Tauberbischofsheim

Puppentheater mit liebevoll ausgearbeiteten Charakteren

Anke Scholz ließ im Engelsaal die Puppe Wanja lebendig werden.
Anke Scholz ließ im Engelsaal die Puppe Wanja lebendig werden. Foto: Antje Bauer

Noch vor der Aufführung konnte sich das Publikum im Engelsaal in die Weite Russlands versetzt fühlen, als Anke Scholz auf ihrem Akkordeon mit mollig-melancholischen Weisen in die Geschichte von Wanja einstimmte.

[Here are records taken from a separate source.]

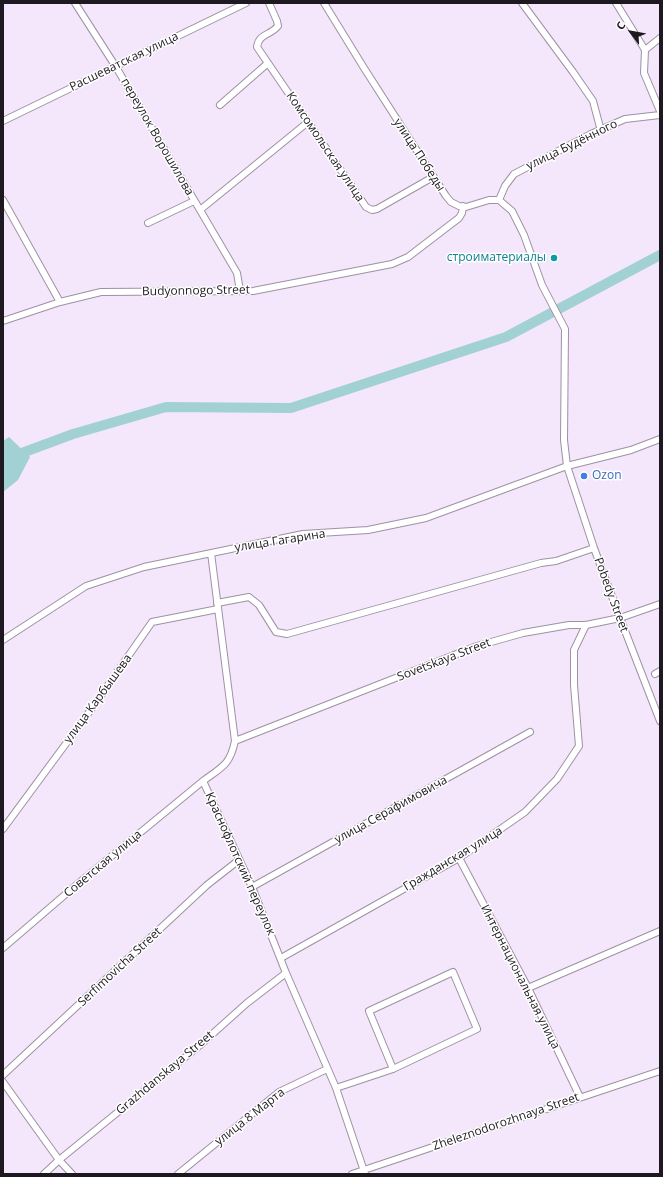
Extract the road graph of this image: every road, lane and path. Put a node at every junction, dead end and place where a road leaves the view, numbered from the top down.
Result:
1 (75, 3) edge
2 (244, 3) edge
3 (269, 3) edge
4 (324, 3) edge
5 (522, 3) edge
6 (616, 3) edge
7 (660, 38) edge
8 (645, 50) junction
9 (268, 63) junction
10 (116, 67) junction
11 (220, 105) dead end
12 (660, 111) edge
13 (660, 115) edge
14 (3, 121) edge
15 (308, 122) junction
16 (600, 131) junction
17 (433, 177) junction
18 (3, 200) edge
19 (499, 200) junction
20 (194, 201) junction
21 (463, 206) junction
22 (200, 210) junction
23 (148, 223) dead end
24 (240, 292) junction
25 (60, 302) junction
26 (3, 321) edge
27 (660, 439) edge
28 (567, 466) junction
29 (594, 548) junction
30 (211, 553) junction
31 (660, 604) edge
32 (217, 606) junction
33 (620, 618) junction
34 (586, 625) junction
35 (3, 640) edge
36 (660, 721) edge
37 (530, 732) dead end
38 (234, 741) junction
39 (203, 781) junction
40 (3, 829) edge
41 (459, 858) junction
42 (238, 860) junction
43 (252, 888) junction
44 (660, 931) edge
45 (3, 948) edge
46 (281, 958) junction
47 (286, 973) junction
48 (528, 988) junction
49 (326, 1069) junction
50 (393, 1069) junction
51 (660, 1070) edge
52 (3, 1075) edge
53 (3, 1082) edge
54 (336, 1088) junction
55 (580, 1097) junction
56 (60, 1160) junction
57 (364, 1172) edge
58 (44, 1174) edge
59 (72, 1174) edge
60 (178, 1174) edge
61 (352, 1174) edge

1 - 10 street, переулок Ворошилова
2 - 10 street, Расшеватская улица
3 - 9 street, Комсомольская улица
4 - 17 street, улица Победы
5 - 16 street
6 - 8 street
7 - 8 street
8 - 12 street
9 - 11 street
9 - 15 street, Комсомольская улица
10 - 14 street, Расшеватская улица
10 - 20 street, переулок Ворошилова
13 - 16 street, улица Будённого
15 - 17 street, Комсомольская улица
15 - 22 street, переулок Ворошилова
16 - 19 street, улица Будённого
17 - 21 street, улица Победы
18 - 25 street
19 - 21 street
19 - 28 street
20 - 22 street, переулок Ворошилова
20 - 23 street
21 - 24 street, Budyonnogo Street
22 - 24 street, переулок Ворошилова
24 - 25 street, Budyonnogo Street
25 - 26 street, Budyonnogo Street
27 - 28 street, улица Гагарина
28 - 29 street, Pobedy Street
28 - 30 street, улица Гагарина
29 - 32 street, улица Карбышева
29 - 33 street, Pobedy Street
30 - 32 street, Краснофлотский переулок
30 - 35 street, улица Гагарина
31 - 33 street, Sovetskaya Street
32 - 38 street, Краснофлотский переулок
32 - 40 street, улица Карбышева
33 - 34 street, Sovetskaya Street
33 - 36 street, Pobedy Street
34 - 38 street, Sovetskaya Street
34 - 41 street, Гражданская улица
37 - 43 street, улица Серафимовича
38 - 39 street, Краснофлотский переулок
39 - 42 street, Краснофлотский переулок
39 - 45 street, Советская улица
41 - 46 street, Гражданская улица
41 - 48 street, Интернациональная улица
42 - 43 street, Краснофлотский переулок
42 - 52 street, Serfimovicha Street
43 - 46 street, Краснофлотский переулок
44 - 48 street
46 - 47 street, Краснофлотский переулок
47 - 49 street, Краснофлотский переулок
47 - 56 street, Grazhdanskaya Street
48 - 55 street, Интернациональная улица
49 - 54 street, Краснофлотский переулок
49 - 60 street, улица 8 Марта
50 - 50 street
50 - 54 street
51 - 55 street, Zheleznodorozhnaya Street
53 - 56 street
54 - 57 street, Краснофлотский переулок
55 - 57 street, Zheleznodorozhnaya Street
56 - 58 street, Grazhdanskaya Street
56 - 59 street
57 - 61 street, Zheleznodorozhnaya Street

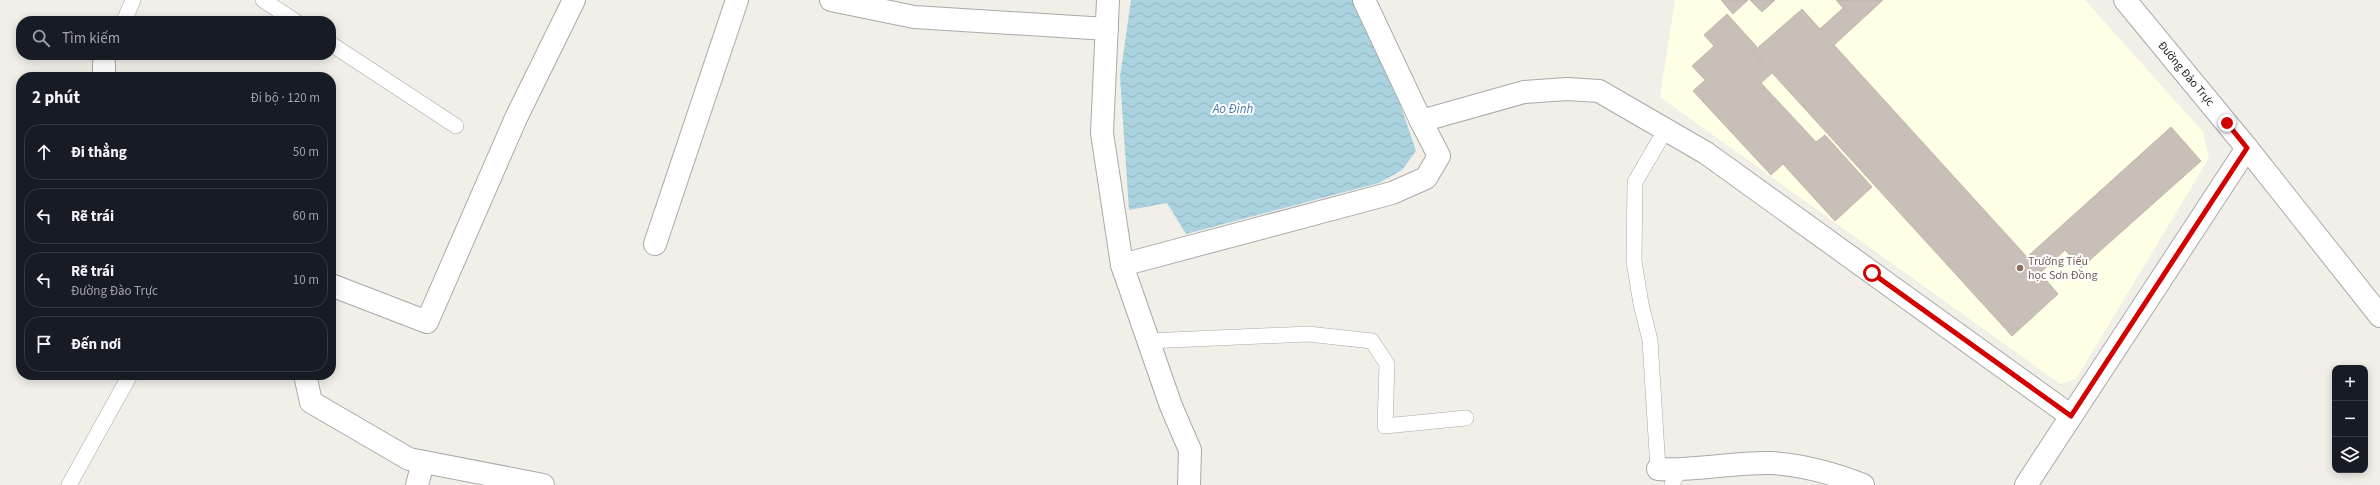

Den ließ die Puppenspielerin auch gleich im verschneiten Hof Holz hacken. Schließlich wollte er doch eine warme Stube haben. Und dann war man schon – nach wenigen sicheren Handgriffen – im gemütlich eingerichteten Haus mit großem Bett und Ofen.

Tiere suchen Schutz

Wanja wollte schlafen, aber das war gar nicht so einfach.  Erstmal war es Wanja zu kalt (also aufstehen, mehr Decken holen), dann begann ein Schneesturm ums Haus zu heulen und auch Anke Scholz musste sich in ihren dicken Wintermantel mummeln. Vor dem Sturm suchten auch Tiere Schutz in Wanjas Hütte. Erst ein zitternder Hase, dann ein fast erfrorener Fuchs und schließlich ein dicker Bär, der seinen Winterschlaf vergessen hatte.

Ganz schön viel Arbeit für Wanja, die drei Vierbeiner ruhig zu halten. Nach manch wilder Jagd durch die Hütte konnten Mensch und Tier einschlafen - jeder in eine andere Ecke verbannt. So gab es schließlich für alle vier doch noch eine friedliche Nacht.

Ein verrückter Traum

Bis am nächsten Morgen die Hähne krähten, die Vögel sangen und die drei Vierbeiner friedlich Wanjas warme Stube verließen. „Was für ein verrückter Traum“ meinte Wanja, als auch er endlich aufwachte. Er rieb sich verwundert die Augen, als er das ganze Durcheinander sah. Und als er dann noch die verschiedenen Spuren im frischgefallenen Schnee entdeckte, kratzte er sich am Kopf und murmelte „Also, was in einer stürmischen Nacht so alles passieren kann!“

Und was alles hätte passieren können! Aber es war einfach eine wunderbare Geschichte und ein Beispiel dafür, dass es auch friedlich zugehen kann. Anke Scholz verstand es wunderbar, die Geschichte von Tilde Michels, die mit dem Gustav-Heinemann-Friedenspreis ausgezeichnet wurde, mit viel Liebe zum Detail umzusetzen und selbst ein Teil davon zu werden. Ganz unterschiedlich ließ sie dabei ihre Charaktere agieren und nahm ihrem Publikum in jeder Szene mit. Da wurde gekichert, gestaunt und kommentiert. Und die Kinder waren begeistert.

Herz und Können

Seit 26 Jahren inszeniert Anke Scholz aus Schweigen-Rechtenbach in der Pfalz Stücke für Kinder und Erwachsene, teils selbst verfasste, teils nach literarischen Vorlagen. Sie ist mit Herz und Können dabei.

Veranstaltet wurde der Nachmittag im Engelsaal von der Städtischen Mediothek, der Buchhandlung ‚Schwarz auf Weiss‘ und dem Amt für Flüchtlings- und Integrationswesen.